Sempre que a peça for publicada por nutricionista inscrito ou pelo local onde ele atende
A prova visual não é uma regra que está chegando: está vedada desde 2018
O art. 58 da Resolução CFN 599/2018 veda divulgar imagem corporal de si ou de terceiros atribuindo resultados a produtos, equipamentos, técnicas ou protocolos, com a justificativa escrita no próprio artigo: podem não apresentar o mesmo resultado para todos e oferecer risco à saúde. A vedação persiste ainda que haja autorização por escrito, e as exceções são estreitas — divulgação em evento científico ou publicação técnico-científica, com autorização prévia, e pesquisa científica. O Conselho aprovou um novo Código de Ética, ainda em vacância, e a página não cita os artigos dele por um motivo verificável: o texto não está disponível em fonte oficial legível, e afirmar regra de conselho a partir de agregador comercial é exatamente o que não se faz aqui.
A campanha é construída desde o primeiro dia sem prova visual, e não com prova visual esperando fiscalização. Na prática isso muda a produção inteira: o criativo passa a ser sobre o processo — como é a primeira consulta, o que é avaliado, com que frequência há retorno, o que a pessoa recebe. E não é preparação para uma regra futura: é o que já vale.
Sempre que houver divulgação do serviço ao público
Preço, promoção e sorteio saem da peça por artigo expresso
O art. 57 veda usar o valor dos honorários, promoções e sorteios de procedimentos ou serviços como forma de publicidade e propaganda, para si ou para o local de trabalho. É mais amplo do que parece: alcança o "sorteio de uma consulta", o combo com desconto e a campanha de data comemorativa, que são três formatos padrão de anúncio de serviço.
A oferta deixa de ser o gancho e a clareza toma o lugar dela. Isso encarece o clique no curto prazo e muda o que se compra: em vez de volume atraído por preço, chega quem entendeu o que está contratando — e quem entende costuma comparecer à primeira consulta, que é onde o desconto costuma falhar.
Quando a divulgação trata de orientação ou procedimento específico
A ressalva não é rodapé: é parte do que a norma manda dizer
O parágrafo único do art. 55 obriga a informar que os resultados podem não ocorrer da mesma forma para todos, sempre que se divulgam orientações e procedimentos específicos.

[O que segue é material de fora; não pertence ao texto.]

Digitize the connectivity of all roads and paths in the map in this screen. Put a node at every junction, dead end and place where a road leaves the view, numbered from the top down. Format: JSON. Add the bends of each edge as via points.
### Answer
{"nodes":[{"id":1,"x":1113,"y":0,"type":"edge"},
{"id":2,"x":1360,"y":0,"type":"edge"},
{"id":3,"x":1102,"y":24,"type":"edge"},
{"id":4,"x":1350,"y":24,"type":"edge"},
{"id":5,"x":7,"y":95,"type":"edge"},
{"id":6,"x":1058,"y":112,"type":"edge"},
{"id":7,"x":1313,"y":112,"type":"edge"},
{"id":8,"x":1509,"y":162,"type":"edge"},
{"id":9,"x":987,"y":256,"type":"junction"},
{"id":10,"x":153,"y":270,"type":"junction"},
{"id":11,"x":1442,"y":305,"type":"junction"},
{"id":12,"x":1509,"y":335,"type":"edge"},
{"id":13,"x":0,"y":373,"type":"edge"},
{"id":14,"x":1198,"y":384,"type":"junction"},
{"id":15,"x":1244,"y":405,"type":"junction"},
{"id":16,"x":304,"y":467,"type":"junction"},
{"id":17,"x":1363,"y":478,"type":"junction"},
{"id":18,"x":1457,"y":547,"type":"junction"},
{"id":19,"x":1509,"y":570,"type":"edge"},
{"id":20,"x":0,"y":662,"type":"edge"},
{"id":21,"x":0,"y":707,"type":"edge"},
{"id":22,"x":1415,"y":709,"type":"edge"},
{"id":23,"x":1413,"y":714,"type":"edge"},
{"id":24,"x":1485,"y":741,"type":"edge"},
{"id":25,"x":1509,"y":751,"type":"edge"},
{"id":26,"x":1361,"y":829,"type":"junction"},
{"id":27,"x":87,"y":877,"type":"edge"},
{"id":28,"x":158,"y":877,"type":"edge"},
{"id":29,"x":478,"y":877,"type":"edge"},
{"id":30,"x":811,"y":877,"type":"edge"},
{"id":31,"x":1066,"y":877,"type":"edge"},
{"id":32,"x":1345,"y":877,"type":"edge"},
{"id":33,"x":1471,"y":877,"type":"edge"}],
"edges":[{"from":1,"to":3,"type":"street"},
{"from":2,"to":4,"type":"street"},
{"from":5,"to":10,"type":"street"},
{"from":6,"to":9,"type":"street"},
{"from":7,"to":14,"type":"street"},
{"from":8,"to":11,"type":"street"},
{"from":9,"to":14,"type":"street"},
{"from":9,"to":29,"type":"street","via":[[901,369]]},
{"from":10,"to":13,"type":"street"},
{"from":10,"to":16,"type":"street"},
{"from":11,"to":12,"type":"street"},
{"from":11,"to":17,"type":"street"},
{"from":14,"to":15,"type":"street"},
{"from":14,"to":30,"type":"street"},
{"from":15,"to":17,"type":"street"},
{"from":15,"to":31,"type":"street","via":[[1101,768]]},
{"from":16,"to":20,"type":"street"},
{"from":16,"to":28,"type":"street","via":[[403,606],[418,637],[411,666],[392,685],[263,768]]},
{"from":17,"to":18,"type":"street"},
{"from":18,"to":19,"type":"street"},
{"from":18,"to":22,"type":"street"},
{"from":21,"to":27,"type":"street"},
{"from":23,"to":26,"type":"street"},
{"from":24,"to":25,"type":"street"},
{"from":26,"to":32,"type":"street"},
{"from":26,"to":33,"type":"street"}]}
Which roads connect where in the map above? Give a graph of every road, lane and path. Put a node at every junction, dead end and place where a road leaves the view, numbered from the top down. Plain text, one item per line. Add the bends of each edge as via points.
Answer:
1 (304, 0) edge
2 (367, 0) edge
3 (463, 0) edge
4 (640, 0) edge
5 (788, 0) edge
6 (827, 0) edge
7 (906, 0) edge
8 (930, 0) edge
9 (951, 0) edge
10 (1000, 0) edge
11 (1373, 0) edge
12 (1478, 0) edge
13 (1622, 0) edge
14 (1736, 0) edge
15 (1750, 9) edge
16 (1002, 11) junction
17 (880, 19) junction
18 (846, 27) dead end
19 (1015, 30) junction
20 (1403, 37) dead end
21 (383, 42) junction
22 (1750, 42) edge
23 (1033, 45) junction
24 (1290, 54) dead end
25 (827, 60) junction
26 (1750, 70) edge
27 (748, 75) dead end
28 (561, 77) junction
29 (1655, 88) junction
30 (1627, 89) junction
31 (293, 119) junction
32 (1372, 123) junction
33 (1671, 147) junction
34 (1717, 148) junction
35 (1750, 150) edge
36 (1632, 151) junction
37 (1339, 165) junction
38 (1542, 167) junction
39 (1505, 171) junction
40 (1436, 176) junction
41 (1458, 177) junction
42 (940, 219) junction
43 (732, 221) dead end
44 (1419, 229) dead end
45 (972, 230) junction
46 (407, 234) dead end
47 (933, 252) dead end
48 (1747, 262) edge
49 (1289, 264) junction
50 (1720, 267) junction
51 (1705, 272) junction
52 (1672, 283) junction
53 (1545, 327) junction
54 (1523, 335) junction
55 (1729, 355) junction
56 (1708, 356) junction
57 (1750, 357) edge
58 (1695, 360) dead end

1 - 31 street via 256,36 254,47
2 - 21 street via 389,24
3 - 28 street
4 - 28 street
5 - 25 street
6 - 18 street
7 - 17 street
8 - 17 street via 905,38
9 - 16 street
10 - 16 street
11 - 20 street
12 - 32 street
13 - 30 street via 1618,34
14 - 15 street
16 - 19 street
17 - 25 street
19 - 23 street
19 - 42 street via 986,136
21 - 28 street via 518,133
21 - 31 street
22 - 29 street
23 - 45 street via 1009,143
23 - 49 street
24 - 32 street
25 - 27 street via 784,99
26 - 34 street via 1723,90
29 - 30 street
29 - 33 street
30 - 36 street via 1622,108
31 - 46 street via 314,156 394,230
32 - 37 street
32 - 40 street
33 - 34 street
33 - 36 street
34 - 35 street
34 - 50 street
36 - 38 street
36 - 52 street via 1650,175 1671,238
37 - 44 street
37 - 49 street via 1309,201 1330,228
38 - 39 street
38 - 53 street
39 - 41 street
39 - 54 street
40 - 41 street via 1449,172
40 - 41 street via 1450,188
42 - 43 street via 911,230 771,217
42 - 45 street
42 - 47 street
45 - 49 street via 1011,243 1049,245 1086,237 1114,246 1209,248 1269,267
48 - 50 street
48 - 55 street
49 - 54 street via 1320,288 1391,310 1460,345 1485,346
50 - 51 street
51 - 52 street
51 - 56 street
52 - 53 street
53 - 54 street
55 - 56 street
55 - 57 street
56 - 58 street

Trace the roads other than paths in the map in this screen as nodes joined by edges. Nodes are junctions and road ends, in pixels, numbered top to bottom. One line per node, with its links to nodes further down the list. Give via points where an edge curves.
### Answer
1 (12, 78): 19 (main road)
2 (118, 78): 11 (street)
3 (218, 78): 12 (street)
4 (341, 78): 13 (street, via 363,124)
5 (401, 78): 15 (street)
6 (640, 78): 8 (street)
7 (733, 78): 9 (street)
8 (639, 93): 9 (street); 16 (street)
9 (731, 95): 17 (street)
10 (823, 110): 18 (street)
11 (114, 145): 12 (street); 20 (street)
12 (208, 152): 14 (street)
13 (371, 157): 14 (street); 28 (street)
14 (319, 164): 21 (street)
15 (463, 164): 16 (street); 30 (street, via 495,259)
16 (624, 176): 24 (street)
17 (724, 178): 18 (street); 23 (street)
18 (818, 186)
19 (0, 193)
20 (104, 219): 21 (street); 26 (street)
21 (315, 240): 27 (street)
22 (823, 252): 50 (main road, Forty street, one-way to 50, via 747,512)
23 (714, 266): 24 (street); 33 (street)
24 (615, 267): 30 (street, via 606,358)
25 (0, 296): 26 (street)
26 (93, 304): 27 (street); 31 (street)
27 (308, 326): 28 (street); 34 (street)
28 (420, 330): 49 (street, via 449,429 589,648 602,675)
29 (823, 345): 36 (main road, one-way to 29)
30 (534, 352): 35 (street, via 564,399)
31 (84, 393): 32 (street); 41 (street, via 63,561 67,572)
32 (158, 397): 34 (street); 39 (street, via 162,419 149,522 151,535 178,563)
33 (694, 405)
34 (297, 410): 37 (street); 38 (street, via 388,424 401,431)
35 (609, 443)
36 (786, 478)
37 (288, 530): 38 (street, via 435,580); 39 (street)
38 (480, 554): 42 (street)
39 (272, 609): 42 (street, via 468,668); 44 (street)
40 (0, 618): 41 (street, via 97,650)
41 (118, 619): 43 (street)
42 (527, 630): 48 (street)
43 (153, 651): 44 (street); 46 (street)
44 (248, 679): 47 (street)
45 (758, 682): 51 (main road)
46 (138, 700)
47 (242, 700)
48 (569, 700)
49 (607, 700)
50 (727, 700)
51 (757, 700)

Some-se o art. 56, que não admite alegar exclusividade nem garantia de resultado de produtos, serviços ou métodos. Juntos, os dois inviabilizam o formato mais curto de anúncio — aquele em que a frase inteira é uma promessa.
O criativo precisa de espaço para caber a ressalva sem virar letra miúda, e isso empurra a campanha para formatos que comportam texto: pesquisa em vez de display, página de destino que explica em vez de formulário solto. É uma restrição de mídia disfarçada de exigência de redação.
Quando existe suplemento, equipamento, laboratório ou empresa parceira envolvida
Anunciar marca é vedado, e é de onde vem boa parte da renda do mercado
O art. 60 veda prescrever, indicar, manifestar preferência ou associar a imagem intencionalmente para divulgar marcas de produtos alimentícios, suplementos, fitoterápicos, utensílios, equipamentos, serviços, laboratórios, farmácias, empresas ou indústrias da área — incluindo, pelo inciso I, o uso de vestimentas e materiais com a marca. O art. 63 veda a publicidade dessas marcas em meios de comunicação com fim comercial. A exceção do inciso II é estreita: contratado para divulgar uma marca, a comunicação fica restrita a profissionais que prescrevem ou comercializam.
A campanha não pode ser financiada nem coproduzida por marca, e isso precisa ser decidido antes do orçamento, não depois do criativo aprovado. Também muda a peça: cenário, uniforme e material que carreguem marca deixam de ser detalhe de produção e passam a ser risco disciplinar.
Sempre que a campanha disputar busca ou feed sobre emagrecimento e alimentação
Quem disputa o mesmo clique frequentemente não é nutricionista
No mesmo leilão estão aplicativos de dieta, treinadores, criadores de conteúdo e vendedores de protocolo — nenhum deles inscrito em conselho de nutrição, nenhum deles sujeito aos arts. 56, 57 e 58. Eles publicam foto de resultado, anunciam preço, prometem prazo e sorteiam consulta. É uma assimetria real, e fingir que ela não existe produz uma campanha que perde por comparação sem nunca saber por quê.
A disputa é deslocada para onde a assimetria não vale: termos em que a formação importa — condição de saúde, exame alterado, gestação, restrição alimentar, acompanhamento pós-cirúrgico —, e não termos de resultado rápido. É um público menor, mais caro por clique e substancialmente mais fácil de converter, porque quem digita aquilo está procurando um profissional, não um método.